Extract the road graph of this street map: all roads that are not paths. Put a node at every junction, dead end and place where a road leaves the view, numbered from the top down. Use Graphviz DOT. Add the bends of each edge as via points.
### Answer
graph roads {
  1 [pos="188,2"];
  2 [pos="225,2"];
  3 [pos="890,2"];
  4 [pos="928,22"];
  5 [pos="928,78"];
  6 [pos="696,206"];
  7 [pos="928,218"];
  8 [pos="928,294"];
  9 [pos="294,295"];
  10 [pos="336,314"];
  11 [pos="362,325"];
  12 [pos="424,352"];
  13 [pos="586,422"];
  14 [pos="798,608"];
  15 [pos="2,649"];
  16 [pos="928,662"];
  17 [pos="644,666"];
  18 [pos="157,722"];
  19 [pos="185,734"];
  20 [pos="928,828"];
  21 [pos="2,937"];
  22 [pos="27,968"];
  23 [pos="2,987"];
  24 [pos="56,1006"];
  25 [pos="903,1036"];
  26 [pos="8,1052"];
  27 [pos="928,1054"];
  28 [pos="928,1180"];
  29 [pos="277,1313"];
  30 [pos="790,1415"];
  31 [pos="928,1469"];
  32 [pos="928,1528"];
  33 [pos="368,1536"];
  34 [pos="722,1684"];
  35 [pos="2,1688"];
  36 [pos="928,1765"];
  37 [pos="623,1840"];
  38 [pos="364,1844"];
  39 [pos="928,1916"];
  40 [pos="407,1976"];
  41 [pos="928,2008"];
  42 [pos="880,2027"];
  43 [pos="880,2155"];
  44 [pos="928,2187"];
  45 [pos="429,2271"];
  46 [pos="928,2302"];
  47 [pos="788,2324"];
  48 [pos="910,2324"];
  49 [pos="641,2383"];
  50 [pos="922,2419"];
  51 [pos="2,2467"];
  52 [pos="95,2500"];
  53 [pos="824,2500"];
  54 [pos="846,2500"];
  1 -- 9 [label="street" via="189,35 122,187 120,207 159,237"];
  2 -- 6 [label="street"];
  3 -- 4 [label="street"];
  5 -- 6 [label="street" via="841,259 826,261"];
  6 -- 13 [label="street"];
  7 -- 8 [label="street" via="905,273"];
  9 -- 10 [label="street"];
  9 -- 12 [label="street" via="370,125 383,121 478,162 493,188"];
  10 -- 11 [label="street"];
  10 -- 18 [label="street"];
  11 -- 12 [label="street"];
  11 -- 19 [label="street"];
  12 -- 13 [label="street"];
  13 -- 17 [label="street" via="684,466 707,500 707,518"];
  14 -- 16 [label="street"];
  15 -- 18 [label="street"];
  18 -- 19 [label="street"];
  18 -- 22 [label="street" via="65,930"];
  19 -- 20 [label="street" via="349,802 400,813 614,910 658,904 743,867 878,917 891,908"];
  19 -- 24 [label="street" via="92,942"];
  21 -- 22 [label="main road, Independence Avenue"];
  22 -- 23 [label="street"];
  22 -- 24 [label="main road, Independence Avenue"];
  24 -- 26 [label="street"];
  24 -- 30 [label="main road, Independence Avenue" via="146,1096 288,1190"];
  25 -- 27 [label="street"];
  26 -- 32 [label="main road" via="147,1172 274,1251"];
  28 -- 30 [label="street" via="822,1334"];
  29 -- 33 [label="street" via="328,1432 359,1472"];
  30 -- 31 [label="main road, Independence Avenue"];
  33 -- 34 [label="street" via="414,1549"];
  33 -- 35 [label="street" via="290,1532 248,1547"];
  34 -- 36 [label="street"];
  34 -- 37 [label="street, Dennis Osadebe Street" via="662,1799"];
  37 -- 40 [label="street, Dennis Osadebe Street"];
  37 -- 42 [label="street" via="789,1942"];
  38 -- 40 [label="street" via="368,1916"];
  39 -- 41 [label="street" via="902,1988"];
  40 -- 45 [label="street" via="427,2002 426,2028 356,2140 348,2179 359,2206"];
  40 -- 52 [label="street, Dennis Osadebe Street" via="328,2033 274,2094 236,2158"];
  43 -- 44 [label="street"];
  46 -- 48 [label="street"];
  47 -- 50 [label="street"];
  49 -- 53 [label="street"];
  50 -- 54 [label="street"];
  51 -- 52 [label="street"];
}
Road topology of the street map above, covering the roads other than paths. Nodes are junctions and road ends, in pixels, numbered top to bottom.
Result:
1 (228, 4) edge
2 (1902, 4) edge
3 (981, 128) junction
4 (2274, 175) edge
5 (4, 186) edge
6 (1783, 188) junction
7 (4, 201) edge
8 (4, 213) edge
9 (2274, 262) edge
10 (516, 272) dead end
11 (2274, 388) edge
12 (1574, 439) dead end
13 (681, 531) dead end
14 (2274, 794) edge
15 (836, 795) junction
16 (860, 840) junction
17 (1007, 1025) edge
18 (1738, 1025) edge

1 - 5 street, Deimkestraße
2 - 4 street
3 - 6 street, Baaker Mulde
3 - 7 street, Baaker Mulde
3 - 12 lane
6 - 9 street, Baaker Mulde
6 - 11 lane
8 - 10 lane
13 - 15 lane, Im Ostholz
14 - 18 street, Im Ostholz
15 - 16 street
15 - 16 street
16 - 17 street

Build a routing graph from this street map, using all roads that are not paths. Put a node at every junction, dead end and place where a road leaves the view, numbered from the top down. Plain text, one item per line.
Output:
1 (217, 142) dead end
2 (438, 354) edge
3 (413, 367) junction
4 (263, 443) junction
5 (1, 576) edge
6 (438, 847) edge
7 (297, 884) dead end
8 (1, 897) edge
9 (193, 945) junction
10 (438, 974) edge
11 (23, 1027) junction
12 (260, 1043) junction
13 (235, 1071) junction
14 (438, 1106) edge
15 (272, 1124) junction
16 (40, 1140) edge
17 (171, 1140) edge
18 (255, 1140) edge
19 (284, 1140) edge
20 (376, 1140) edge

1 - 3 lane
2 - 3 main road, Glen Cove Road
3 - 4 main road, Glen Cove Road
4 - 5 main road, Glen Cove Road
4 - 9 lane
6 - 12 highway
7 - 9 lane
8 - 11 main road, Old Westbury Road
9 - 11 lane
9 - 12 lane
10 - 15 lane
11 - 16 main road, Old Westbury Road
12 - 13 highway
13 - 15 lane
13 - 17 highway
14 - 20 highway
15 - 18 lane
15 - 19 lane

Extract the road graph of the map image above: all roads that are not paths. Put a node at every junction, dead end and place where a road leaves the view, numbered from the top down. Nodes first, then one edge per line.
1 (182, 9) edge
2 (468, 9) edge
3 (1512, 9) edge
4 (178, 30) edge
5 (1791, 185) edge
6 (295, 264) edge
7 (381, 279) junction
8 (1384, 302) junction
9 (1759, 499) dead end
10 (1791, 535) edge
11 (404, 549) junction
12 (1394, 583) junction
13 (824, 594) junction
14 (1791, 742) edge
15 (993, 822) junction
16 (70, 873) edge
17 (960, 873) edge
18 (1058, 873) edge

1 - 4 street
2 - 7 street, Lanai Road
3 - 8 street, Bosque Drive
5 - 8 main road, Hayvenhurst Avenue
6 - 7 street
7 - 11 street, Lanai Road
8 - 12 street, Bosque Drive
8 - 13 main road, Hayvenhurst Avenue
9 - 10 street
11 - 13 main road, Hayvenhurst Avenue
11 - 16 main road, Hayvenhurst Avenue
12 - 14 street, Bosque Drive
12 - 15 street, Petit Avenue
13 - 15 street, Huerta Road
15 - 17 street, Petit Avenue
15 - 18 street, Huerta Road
───
## [Exercise brief]
The complete data above is to be written out again as it stands.

## [Solution]
Extract the road graph of this street map: all roads that are not paths. Put a node at every junction, dead end and place where a road leaves the view, numbered from the top down. Use Graphviz DOT. Add the bends of each edge as via points.
### Answer
graph roads {
  1 [pos="188,2"];
  2 [pos="225,2"];
  3 [pos="890,2"];
  4 [pos="928,22"];
  5 [pos="928,78"];
  6 [pos="696,206"];
  7 [pos="928,218"];
  8 [pos="928,294"];
  9 [pos="294,295"];
  10 [pos="336,314"];
  11 [pos="362,325"];
  12 [pos="424,352"];
  13 [pos="586,422"];
  14 [pos="798,608"];
  15 [pos="2,649"];
  16 [pos="928,662"];
  17 [pos="644,666"];
  18 [pos="157,722"];
  19 [pos="185,734"];
  20 [pos="928,828"];
  21 [pos="2,937"];
  22 [pos="27,968"];
  23 [pos="2,987"];
  24 [pos="56,1006"];
  25 [pos="903,1036"];
  26 [pos="8,1052"];
  27 [pos="928,1054"];
  28 [pos="928,1180"];
  29 [pos="277,1313"];
  30 [pos="790,1415"];
  31 [pos="928,1469"];
  32 [pos="928,1528"];
  33 [pos="368,1536"];
  34 [pos="722,1684"];
  35 [pos="2,1688"];
  36 [pos="928,1765"];
  37 [pos="623,1840"];
  38 [pos="364,1844"];
  39 [pos="928,1916"];
  40 [pos="407,1976"];
  41 [pos="928,2008"];
  42 [pos="880,2027"];
  43 [pos="880,2155"];
  44 [pos="928,2187"];
  45 [pos="429,2271"];
  46 [pos="928,2302"];
  47 [pos="788,2324"];
  48 [pos="910,2324"];
  49 [pos="641,2383"];
  50 [pos="922,2419"];
  51 [pos="2,2467"];
  52 [pos="95,2500"];
  53 [pos="824,2500"];
  54 [pos="846,2500"];
  1 -- 9 [label="street" via="189,35 122,187 120,207 159,237"];
  2 -- 6 [label="street"];
  3 -- 4 [label="street"];
  5 -- 6 [label="street" via="841,259 826,261"];
  6 -- 13 [label="street"];
  7 -- 8 [label="street" via="905,273"];
  9 -- 10 [label="street"];
  9 -- 12 [label="street" via="370,125 383,121 478,162 493,188"];
  10 -- 11 [label="street"];
  10 -- 18 [label="street"];
  11 -- 12 [label="street"];
  11 -- 19 [label="street"];
  12 -- 13 [label="street"];
  13 -- 17 [label="street" via="684,466 707,500 707,518"];
  14 -- 16 [label="street"];
  15 -- 18 [label="street"];
  18 -- 19 [label="street"];
  18 -- 22 [label="street" via="65,930"];
  19 -- 20 [label="street" via="349,802 400,813 614,910 658,904 743,867 878,917 891,908"];
  19 -- 24 [label="street" via="92,942"];
  21 -- 22 [label="main road, Independence Avenue"];
  22 -- 23 [label="street"];
  22 -- 24 [label="main road, Independence Avenue"];
  24 -- 26 [label="street"];
  24 -- 30 [label="main road, Independence Avenue" via="146,1096 288,1190"];
  25 -- 27 [label="street"];
  26 -- 32 [label="main road" via="147,1172 274,1251"];
  28 -- 30 [label="street" via="822,1334"];
  29 -- 33 [label="street" via="328,1432 359,1472"];
  30 -- 31 [label="main road, Independence Avenue"];
  33 -- 34 [label="street" via="414,1549"];
  33 -- 35 [label="street" via="290,1532 248,1547"];
  34 -- 36 [label="street"];
  34 -- 37 [label="street, Dennis Osadebe Street" via="662,1799"];
  37 -- 40 [label="street, Dennis Osadebe Street"];
  37 -- 42 [label="street" via="789,1942"];
  38 -- 40 [label="street" via="368,1916"];
  39 -- 41 [label="street" via="902,1988"];
  40 -- 45 [label="street" via="427,2002 426,2028 356,2140 348,2179 359,2206"];
  40 -- 52 [label="street, Dennis Osadebe Street" via="328,2033 274,2094 236,2158"];
  43 -- 44 [label="street"];
  46 -- 48 [label="street"];
  47 -- 50 [label="street"];
  49 -- 53 [label="street"];
  50 -- 54 [label="street"];
  51 -- 52 [label="street"];
}
Road topology of the street map above, covering the roads other than paths. Nodes are junctions and road ends, in pixels, numbered top to bottom.
Result:
1 (228, 4) edge
2 (1902, 4) edge
3 (981, 128) junction
4 (2274, 175) edge
5 (4, 186) edge
6 (1783, 188) junction
7 (4, 201) edge
8 (4, 213) edge
9 (2274, 262) edge
10 (516, 272) dead end
11 (2274, 388) edge
12 (1574, 439) dead end
13 (681, 531) dead end
14 (2274, 794) edge
15 (836, 795) junction
16 (860, 840) junction
17 (1007, 1025) edge
18 (1738, 1025) edge

1 - 5 street, Deimkestraße
2 - 4 street
3 - 6 street, Baaker Mulde
3 - 7 street, Baaker Mulde
3 - 12 lane
6 - 9 street, Baaker Mulde
6 - 11 lane
8 - 10 lane
13 - 15 lane, Im Ostholz
14 - 18 street, Im Ostholz
15 - 16 street
15 - 16 street
16 - 17 street

Build a routing graph from this street map, using all roads that are not paths. Put a node at every junction, dead end and place where a road leaves the view, numbered from the top down. Plain text, one item per line.
Output:
1 (217, 142) dead end
2 (438, 354) edge
3 (413, 367) junction
4 (263, 443) junction
5 (1, 576) edge
6 (438, 847) edge
7 (297, 884) dead end
8 (1, 897) edge
9 (193, 945) junction
10 (438, 974) edge
11 (23, 1027) junction
12 (260, 1043) junction
13 (235, 1071) junction
14 (438, 1106) edge
15 (272, 1124) junction
16 (40, 1140) edge
17 (171, 1140) edge
18 (255, 1140) edge
19 (284, 1140) edge
20 (376, 1140) edge

1 - 3 lane
2 - 3 main road, Glen Cove Road
3 - 4 main road, Glen Cove Road
4 - 5 main road, Glen Cove Road
4 - 9 lane
6 - 12 highway
7 - 9 lane
8 - 11 main road, Old Westbury Road
9 - 11 lane
9 - 12 lane
10 - 15 lane
11 - 16 main road, Old Westbury Road
12 - 13 highway
13 - 15 lane
13 - 17 highway
14 - 20 highway
15 - 18 lane
15 - 19 lane

Extract the road graph of the map image above: all roads that are not paths. Put a node at every junction, dead end and place where a road leaves the view, numbered from the top down. Nodes first, then one edge per line.
1 (182, 9) edge
2 (468, 9) edge
3 (1512, 9) edge
4 (178, 30) edge
5 (1791, 185) edge
6 (295, 264) edge
7 (381, 279) junction
8 (1384, 302) junction
9 (1759, 499) dead end
10 (1791, 535) edge
11 (404, 549) junction
12 (1394, 583) junction
13 (824, 594) junction
14 (1791, 742) edge
15 (993, 822) junction
16 (70, 873) edge
17 (960, 873) edge
18 (1058, 873) edge

1 - 4 street
2 - 7 street, Lanai Road
3 - 8 street, Bosque Drive
5 - 8 main road, Hayvenhurst Avenue
6 - 7 street
7 - 11 street, Lanai Road
8 - 12 street, Bosque Drive
8 - 13 main road, Hayvenhurst Avenue
9 - 10 street
11 - 13 main road, Hayvenhurst Avenue
11 - 16 main road, Hayvenhurst Avenue
12 - 14 street, Bosque Drive
12 - 15 street, Petit Avenue
13 - 15 street, Huerta Road
15 - 17 street, Petit Avenue
15 - 18 street, Huerta Road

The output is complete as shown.